Ownership of the buildings, which house the town’s Burgh Hall, library, museum and art gallery, has been transferred from Scottish Borders Council to the Chambers Institution Trust.

The trust comprises the six elected members of SBC representing the Tweeddale East and Tweeddale West wards, reflecting the fact the council still requires the facility to run its services. Also on the trust will be Councillor George Turnbull, SBC’s executive member for education.

Crucially, the trust, which will have charitable status, will be able to apply for grants to refurbish, upgrade and market the premises which are beyond the reach of the cash-strapped local authority.

The building has a unique history and was originally gifted to the people of Peeblesshire in 1859 by Peebles-born William Chambers of the world-famous publishing dynasty. It was further extended in 1909 with the gift of a library from Scottish philanthropist Andrew Carnegie.

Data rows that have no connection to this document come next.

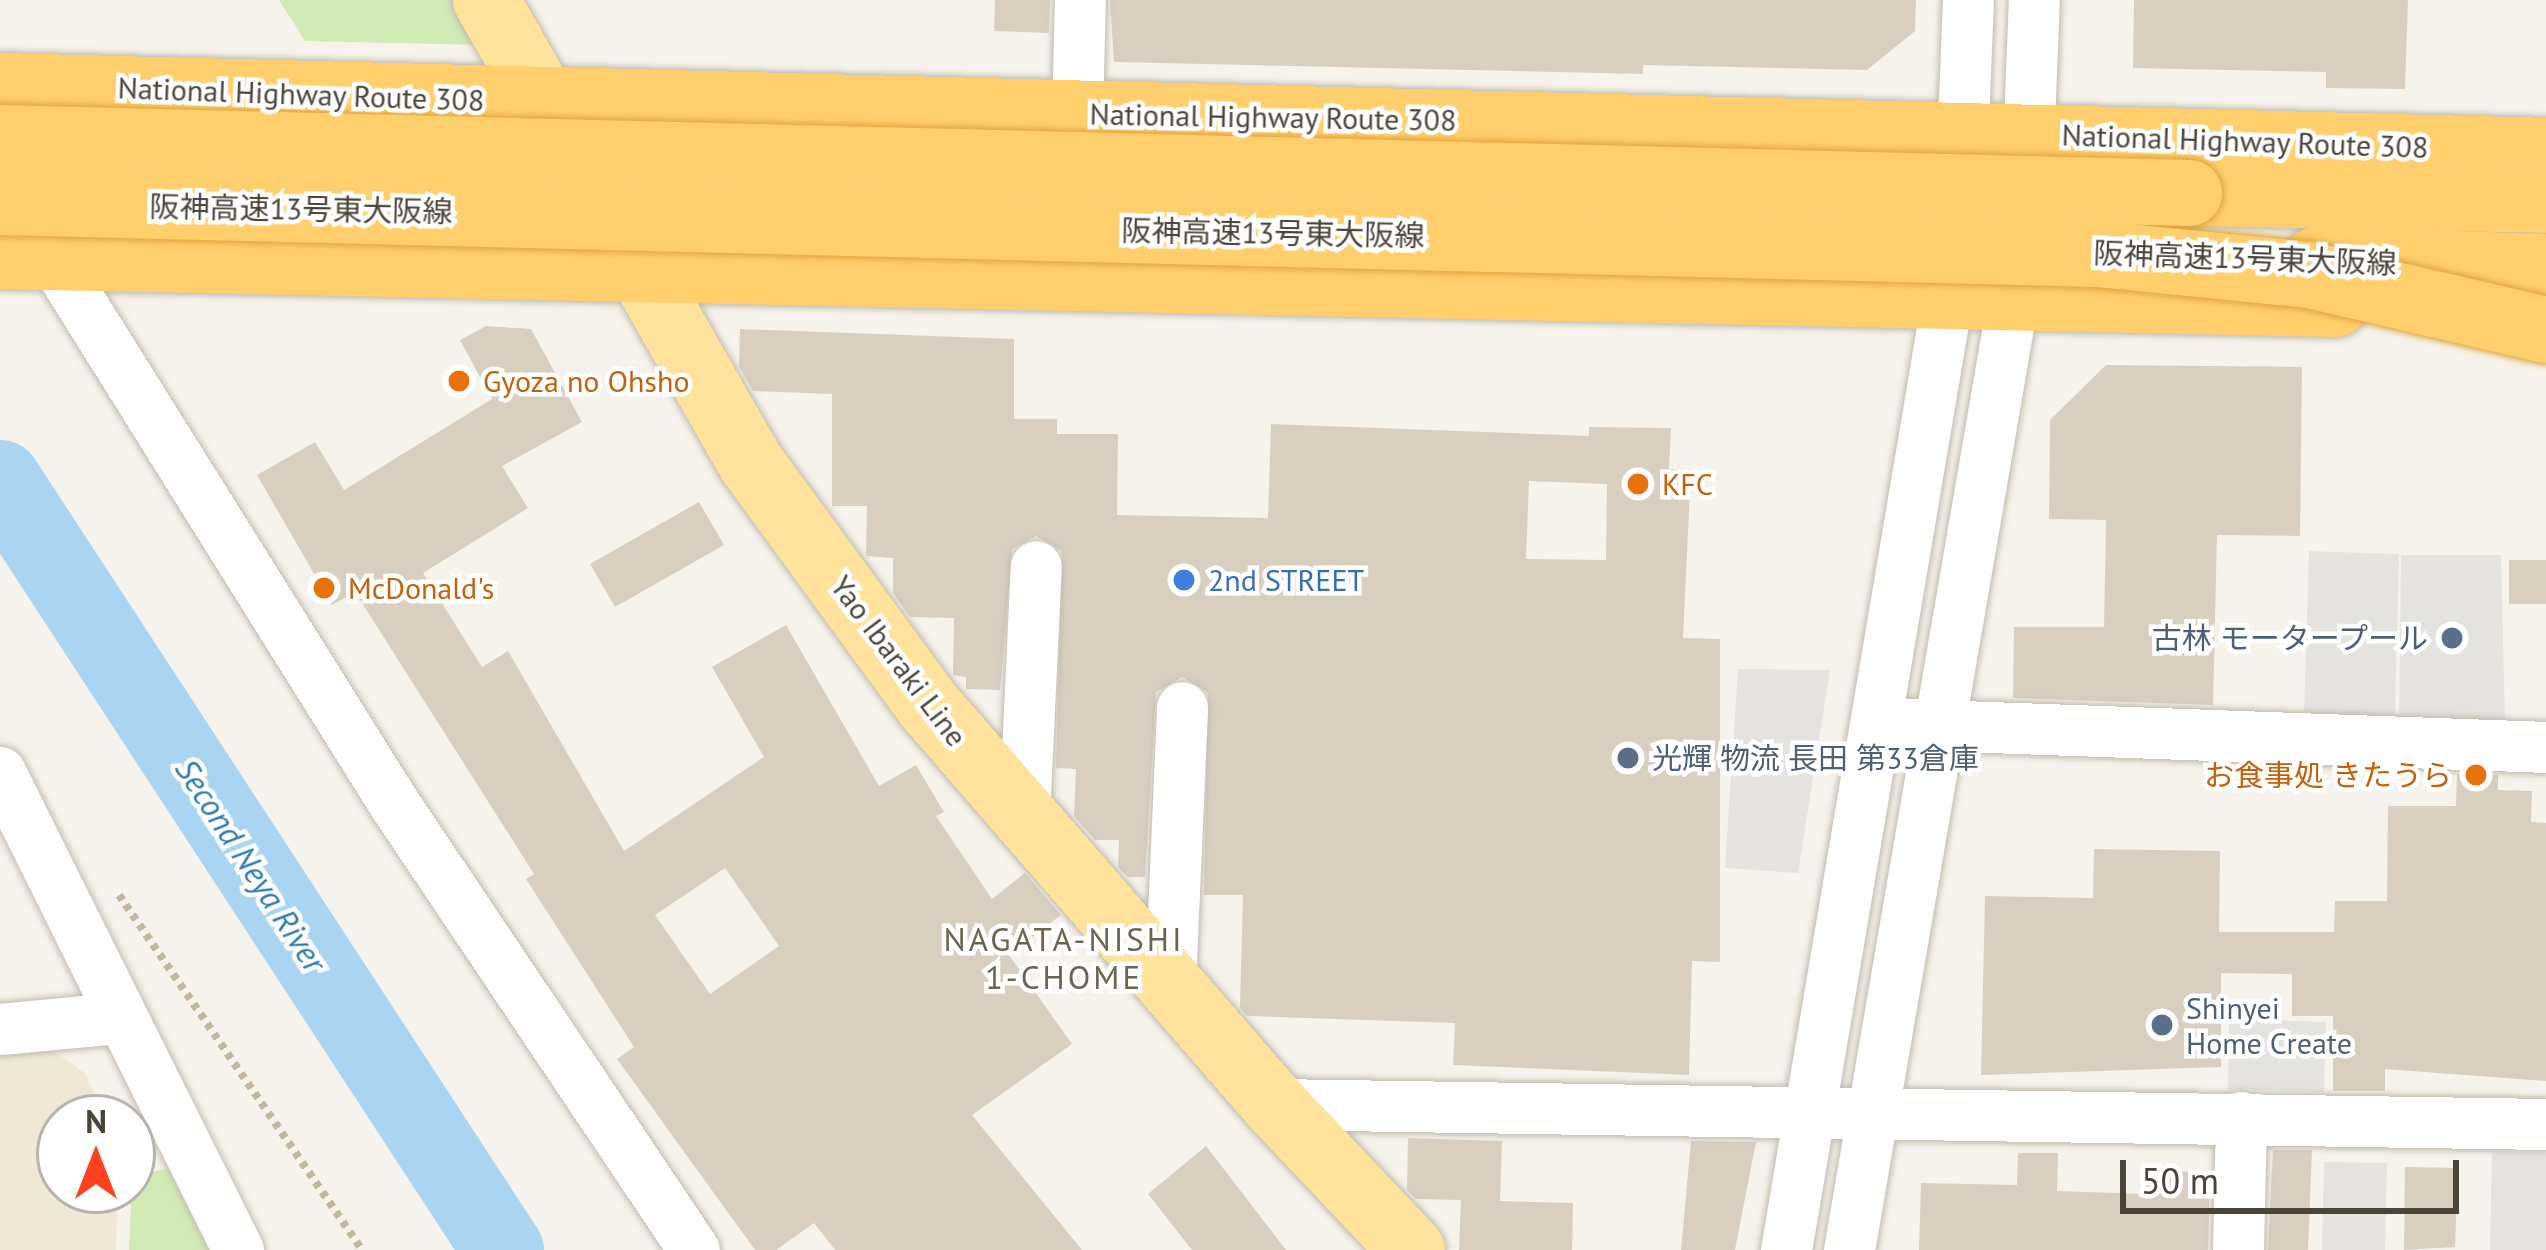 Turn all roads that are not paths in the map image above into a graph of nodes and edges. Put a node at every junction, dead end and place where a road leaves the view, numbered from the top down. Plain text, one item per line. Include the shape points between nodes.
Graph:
1 (486, 0) edge
2 (1080, 0) edge
3 (1968, 0) edge
4 (2034, 0) edge
5 (0, 86) edge
6 (545, 100) junction
7 (1077, 112) junction
8 (1964, 132) junction
9 (2031, 134) junction
10 (0, 138) edge
11 (2546, 151) edge
12 (2546, 200) edge
13 (14, 243) edge
14 (2098, 254) junction
15 (2546, 267) edge
16 (639, 268) junction
17 (1950, 296) junction
18 (2016, 296) junction
19 (2546, 309) edge
20 (2546, 329) edge
21 (1036, 566) dead end
22 (1182, 707) dead end
23 (1878, 723) junction
24 (1939, 725) junction
25 (2546, 746) edge
26 (0, 772) edge
27 (1024, 816) junction
28 (1170, 984) junction
29 (116, 1018) junction
30 (0, 1029) edge
31 (1274, 1104) junction
32 (1813, 1110) junction
33 (1873, 1111) junction
34 (2241, 1117) junction
35 (2546, 1124) edge
36 (238, 1250) edge
37 (694, 1250) edge
38 (1412, 1250) edge
39 (1786, 1250) edge
40 (1849, 1250) edge
41 (2238, 1250) edge

1 - 6 main road, Yao Ibaraki Line
2 - 7 street
3 - 8 street
4 - 9 street
5 - 6 highway, National Highway Route 308
6 - 7 highway, National Highway Route 308
6 - 16 main road, Yao Ibaraki Line
7 - 8 highway, National Highway Route 308
8 - 9 highway, National Highway Route 308
8 - 17 street
9 - 11 highway, National Highway Route 308
9 - 18 street
10 - 12 highway, 阪神高速13号東大阪線, bridge
13 - 14 highway, 阪神高速13号東大阪線, bridge
13 - 16 highway
13 - 37 street
14 - 15 highway, 阪神高速13号東大阪線, bridge
14 - 20 highway, bridge via 2310,275
16 - 17 highway
16 - 27 main road, Yao Ibaraki Line via 752,464 929,706
17 - 18 highway
17 - 23 street
18 - 19 highway
18 - 24 street
21 - 27 street
22 - 28 street
23 - 24 street
23 - 32 street
24 - 25 street
24 - 33 street
26 - 29 street
27 - 28 main road, Yao Ibaraki Line
28 - 31 main road, Yao Ibaraki Line
29 - 30 street
29 - 36 street
31 - 32 street
31 - 38 main road, Yao Ibaraki Line
32 - 33 street
32 - 39 street
33 - 34 street
33 - 40 street
34 - 35 street
34 - 41 street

“The gifts were enshrined in an arcane act of parliament and were never part of Peebles Common Good Fund which is controlled by all 34 councillors on SBC,” explained councillor and new trustee Catriona Bhatia.

“The gifts came with various conditions and legal legacies aimed at ensuring the building continued to play an important role for communities in Peeblesshire.

“The original trust went into abeyance with the regionalisation of local government and the demise of the old town and county council system in 1975.”

Mrs Bhatia said the need to revive the trust had become apparent in recent years when the council drew up plans to refurbish the Burgh Hall and absorb the Citizens Advice Bureau and tourist information centre into the Chambers complex.

The trust was offially revitalised when the new trustees signed a “deed of assumption” drawn up by SBC’s head of legal services Ian Wilkie.

Trust chairman Councillor Neil Calvert said: “The process of revitalising the trust has enabled us to better understand how we can meet the significant challenges of managing this A-listed historic building and provide modern, sustainable and accessible services within the legal parameters we have inherited.

“As trustees, we are now looking forward to working with the local communities in Peeblesshire to breathe new life into this iconic building.”